We live in a universe, not a multiverse. All of life is a symphony, and we’re each players in God’s great orchestra. Every song has a cadence, a rhythm. When we’re “in the groove” with the conductor, our lives experience a certain serenity, a familiar flow. Once we get out of step with the cadence of the song—the rhythm of time—our lives falter.
Imagine what it would be like if you tried to follow a 30-hour day. You’d soon find yourself completely out of step with society. Human nature is locked into that natural, God-created 24-hour circadian rhythm.
The same is true of the weekly circaseptan rhythm. That means that if you’re working on the Sabbath, you’re breaking yourself.
Custom or creation
One final question: How do we know that these rhythms aren’t just social or religious customs? Perhaps, after several thousand years, the weekly cycle has simply been bred into us.
The problem with such a social convention explanation is that it can’t explain circaseptan rhythms in algae, Dahl rats, mice, guinea pigs, honeybees, beach beetles and face flies.
In his writings, author Jeremy Campbell reports that circaseptan rhythms “are of very ancient origin, appearing in primitive one-celled organisms, and are thought to be present even in bacteria, the simplest form of life now existing.”
And here’s something really intriguing: While human teeth are growing, small lines or ridges form on the dental enamel about every seven days. The growing tooth might even be said to exhibit a weekly “rest” as it leaves behind a dark marker, just as trees show darker rings where their growth pauses in the winter. According to scientific researchers A Mann, J Monge and M Lampl in their book Investigation Into the Relationship Between Perikymata Counts and Crown Formation Times, these lines—30 to 40 microns apart—are called striae of Retzius. These stria are found even on the teeth of fossil hominids that lived before our modern culture existed.
Why should all living things have an innate seven-day cycle? I’d like to suggest a not-too-wild theory. It’s found in Exodus 20:11: “In six days the Lord made the heavens and the earth, the sea, and all that is in them, but he rested on the seventh day. Therefore the Lord blessed the Sabbath day and made it holy.”
I believe that God put within us rhythms that flow from the internal logic of our bodies.
Isaiah 58 contains some powerful health secrets. The first is a promise that God will bless those who bless the less fortunate (verses 5–12).

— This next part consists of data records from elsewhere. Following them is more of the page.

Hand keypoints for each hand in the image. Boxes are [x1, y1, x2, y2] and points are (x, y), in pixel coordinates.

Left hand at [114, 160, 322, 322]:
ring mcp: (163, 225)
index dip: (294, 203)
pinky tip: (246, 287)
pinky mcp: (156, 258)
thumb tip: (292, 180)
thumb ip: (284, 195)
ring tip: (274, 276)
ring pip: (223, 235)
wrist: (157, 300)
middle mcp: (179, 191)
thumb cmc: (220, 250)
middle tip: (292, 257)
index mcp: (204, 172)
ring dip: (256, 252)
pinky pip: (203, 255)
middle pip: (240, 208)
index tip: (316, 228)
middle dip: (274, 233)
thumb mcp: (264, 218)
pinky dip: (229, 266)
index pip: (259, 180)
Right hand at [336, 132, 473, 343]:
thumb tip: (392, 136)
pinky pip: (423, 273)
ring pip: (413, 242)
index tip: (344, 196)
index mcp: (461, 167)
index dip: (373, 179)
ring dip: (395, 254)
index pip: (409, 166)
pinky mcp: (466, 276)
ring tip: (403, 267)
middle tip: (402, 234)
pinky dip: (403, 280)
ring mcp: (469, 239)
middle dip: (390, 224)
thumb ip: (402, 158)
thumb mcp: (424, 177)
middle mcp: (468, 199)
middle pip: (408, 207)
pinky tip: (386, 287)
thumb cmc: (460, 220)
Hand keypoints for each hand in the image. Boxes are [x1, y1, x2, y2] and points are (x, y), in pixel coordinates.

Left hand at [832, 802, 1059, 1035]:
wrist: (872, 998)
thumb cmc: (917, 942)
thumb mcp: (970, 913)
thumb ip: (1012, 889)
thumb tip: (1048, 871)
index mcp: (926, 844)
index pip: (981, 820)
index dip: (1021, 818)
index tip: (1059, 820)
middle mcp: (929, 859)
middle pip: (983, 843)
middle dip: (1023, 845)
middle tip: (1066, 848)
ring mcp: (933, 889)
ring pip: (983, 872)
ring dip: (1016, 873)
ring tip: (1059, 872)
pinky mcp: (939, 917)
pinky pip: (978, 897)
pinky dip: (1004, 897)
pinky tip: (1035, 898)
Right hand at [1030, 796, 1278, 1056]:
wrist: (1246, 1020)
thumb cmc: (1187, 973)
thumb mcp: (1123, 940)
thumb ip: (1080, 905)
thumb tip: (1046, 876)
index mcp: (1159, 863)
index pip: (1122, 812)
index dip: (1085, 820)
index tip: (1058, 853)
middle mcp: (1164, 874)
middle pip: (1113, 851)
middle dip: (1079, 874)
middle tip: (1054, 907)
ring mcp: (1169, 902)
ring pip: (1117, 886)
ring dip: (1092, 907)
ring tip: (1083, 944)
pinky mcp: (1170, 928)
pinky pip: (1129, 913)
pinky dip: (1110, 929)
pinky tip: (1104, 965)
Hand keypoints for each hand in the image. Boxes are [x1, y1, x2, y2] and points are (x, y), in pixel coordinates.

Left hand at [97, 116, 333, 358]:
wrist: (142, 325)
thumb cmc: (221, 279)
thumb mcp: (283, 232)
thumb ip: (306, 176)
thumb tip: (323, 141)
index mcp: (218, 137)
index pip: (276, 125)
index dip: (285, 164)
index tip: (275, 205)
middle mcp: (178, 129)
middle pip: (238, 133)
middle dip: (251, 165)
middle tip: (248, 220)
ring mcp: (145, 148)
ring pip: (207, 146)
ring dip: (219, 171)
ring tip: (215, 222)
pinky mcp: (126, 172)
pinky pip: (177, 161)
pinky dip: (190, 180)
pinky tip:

The second is that God will bless those who honour His holy day. “If you keep your feet from breaking the Sabbath and from doing as you please on my holy day, if you call the Sabbath a delight and the Lord’s holy day honourable, and if you honour it by not going your own way and not doing as you please or speaking idle words, then you will find your joy in the Lord, and I will cause you to ride on the heights of the land” (verses 13, 14).
Just as we tune our radios to receive our favourite musical broadcasts, so every living cell has embedded in its primal genetic material a resonant frequency—a clock, a beat—that puts us in sync with the universe. And that powerful, mysterious beat revolves around the number seven.